Hungary Prime Minister Viktor Orban said that Central European nations should unite to preserve their Christian roots as western Europe experiments with same-sex families, immigration and atheism, NBC News reported. Orban, a nationalist who has been in power for more than a decade, was speaking at an event to inaugurate a monument commemorating the Treaty of Trianon, which was signed after World War I and led to Europe's maps being redrawn. "Western Europe had given up on ... a Christian Europe, and instead experiments with a godless cosmos, rainbow families, migration and open societies," Orban said.

In the United Kingdom, a father who was accused of giving his 15-year-old son 20 lashes with a cable because he caught the son with a gay app was sentenced to 18 months of prison, LGBTQ Nation reported. "In my judgement, this cruel and brutal punishment was motivated by his sexuality," the judge, Marcus Pilgerstorfer, said at sentencing. The father pled guilty and his lawyer said that he is a "loving father" who wasn't mad that his son is bisexual, but instead he was mad that the teen posted a pics of himself on Grindr.

In Turkey, the Radio and Television Supreme Council ( RTUK ) fined five broadcasters for various reasons—such as having a program that featured same-sex relationships, Bianet.org reported.
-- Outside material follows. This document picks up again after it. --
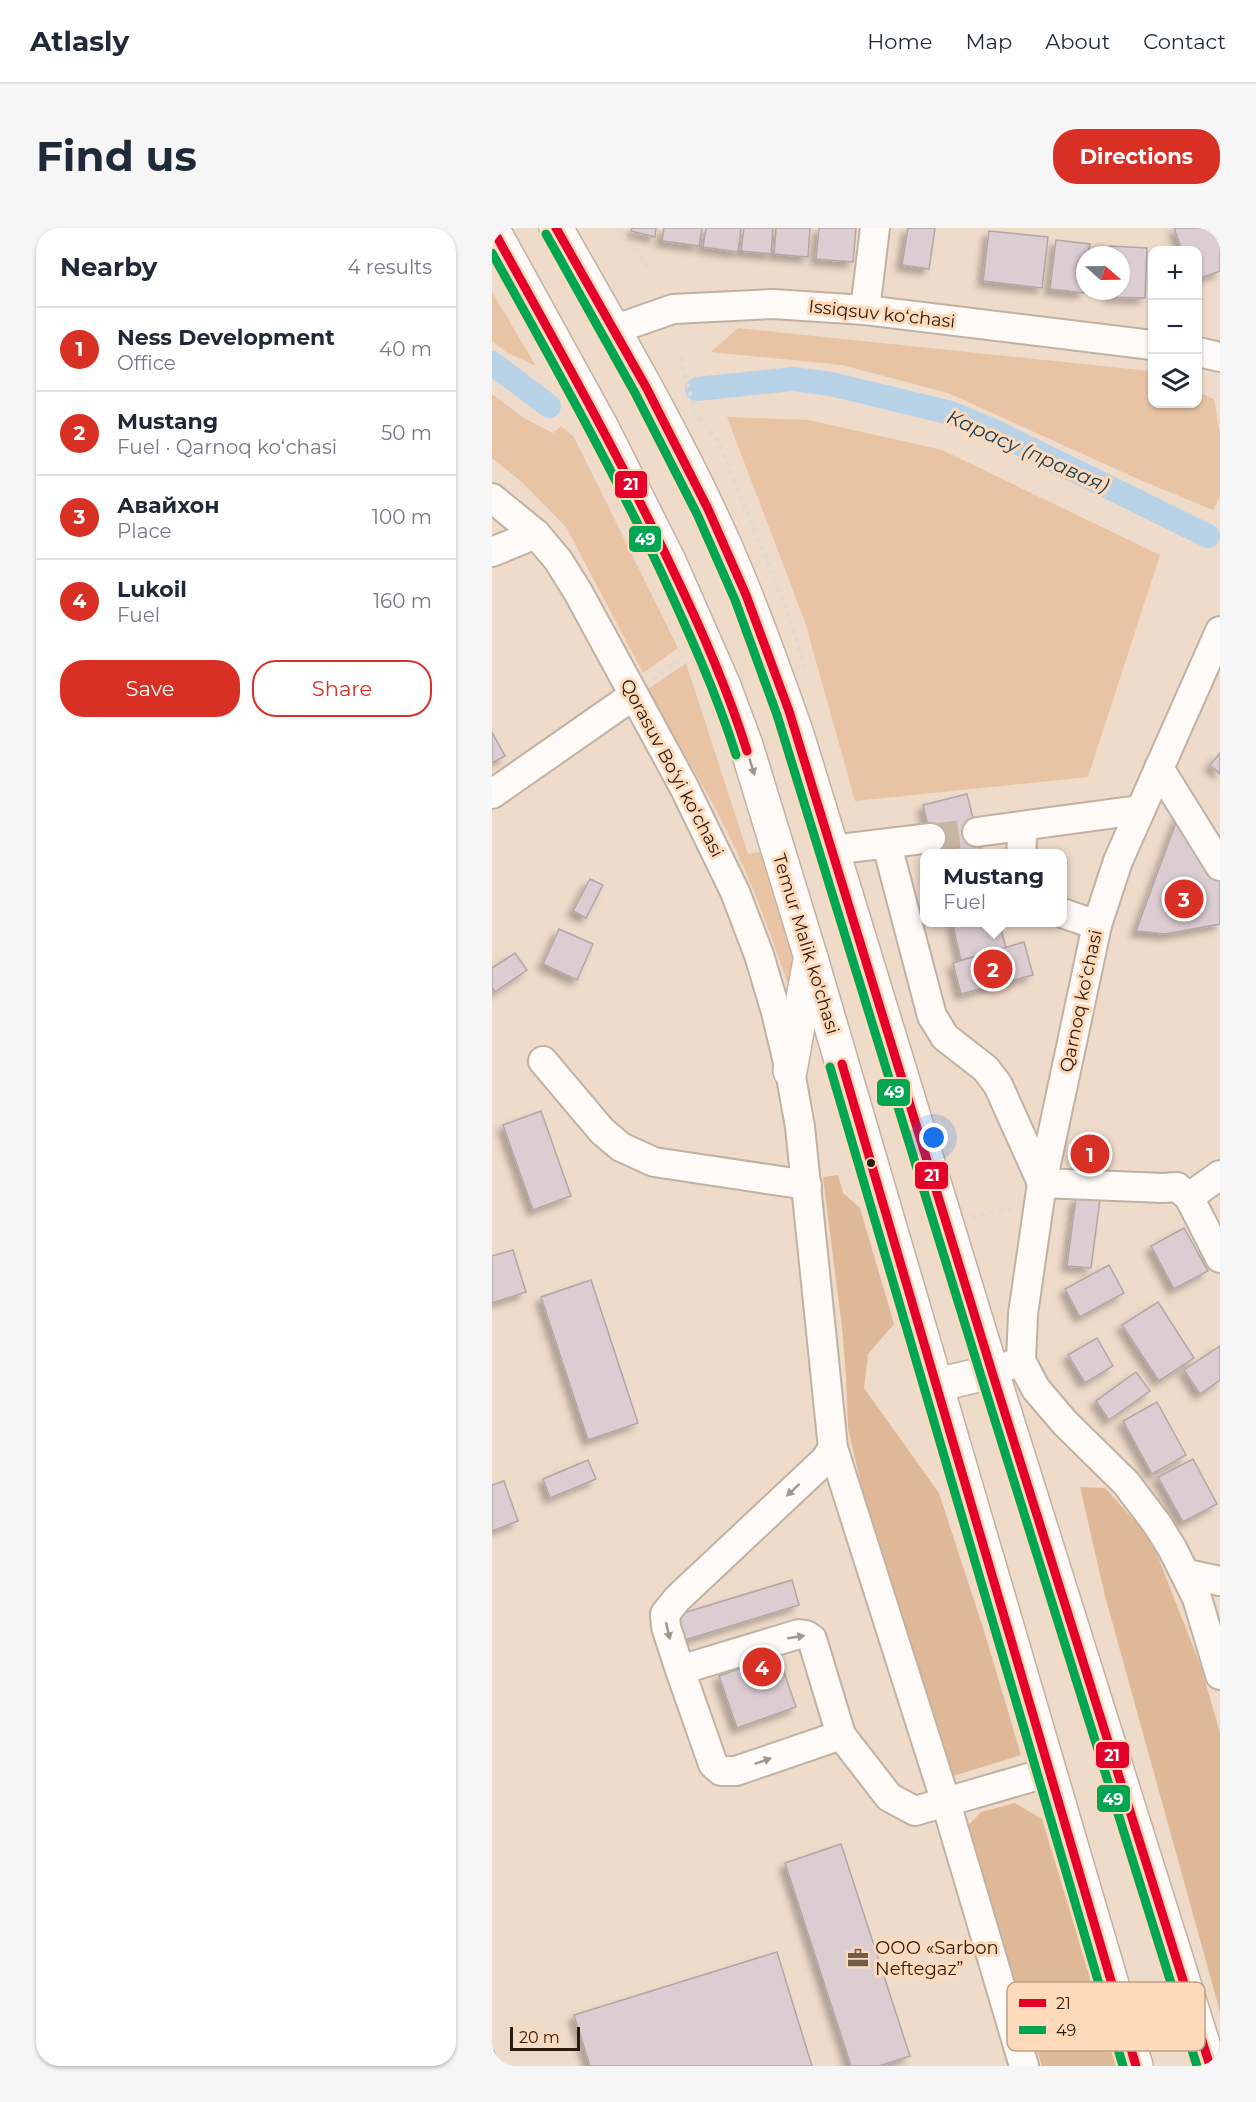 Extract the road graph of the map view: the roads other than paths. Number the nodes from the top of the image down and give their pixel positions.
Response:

The TLC TV was imposed a monetary penalty fined over its "Extraordinary Pregnancies" program for "depicting homosexual relationships as normal." The program that presented two women as parents having a child was "against the society's spiritual values" and "harmed gender roles and the social structure," according to the RTUK.

Bermuda's final day in court to settle same-sex marriage has been set for Feb. 3-4, 2021, The Royal Gazette reported. The matter was sent on to the final court of appeal in London after the Bermuda government appealed a Bermuda Court of Appeal ruling that opened the way for same-sex marriages in 2018. In 2019, Bermuda recorded four same-sex marriages, as well as two same-sex unions on Bermudian-registered ships.

In India, Kolkata's transgender commuters will now have designated seats in some of the city's public buses, The Times of India reported. The person behind the idea is 23-year-old Sobhan Mukherjee, who was also instrumental in setting up restrooms for trans people throughout the city.

BBC presenter Graham Norton announced the publication of his third novel, Home Stretch, after finishing the book during lockdown, The Southern Star noted. Norton is set to release the novel in October, making it his fifth overall book release to date. Norton said that this novel is his most personal so far, and its rural setting seems to be once again inspired by his native West Cork. Norton will narrate the audio version of the book; the paperback copy is available for pre-order now.

Toronto joins Auckland, Brisbane, Guadalajara, Munich, San Diego, Taipei and Valencia as cities vying to host the 2026 Gay Games, GlobalNews.ca reported. The Gay Games is both a sport and cultural event that will attract 10,000 athletes in more than 35 sports. There are no qualifying standards, and the Games are open to anyone who wants to participate. More than 2,000 people will also take part in cultural activities and a human-rights conference.

Cantopop singer Terence Siufay recently came out of the closet when he was a guest on former TVB exec Stephen Chan's YouTube show, TodayOnline.com reported. A few years back, a number of media outlets had ran reports speculating about the entertainer's sexual orientation after they discovered that Terence was following a number of social media accounts that routinely posted pictures of scantily-clad men. At that time, Siufay denied the rumors, saying that while he was not gay, he does not discriminate against homosexuality.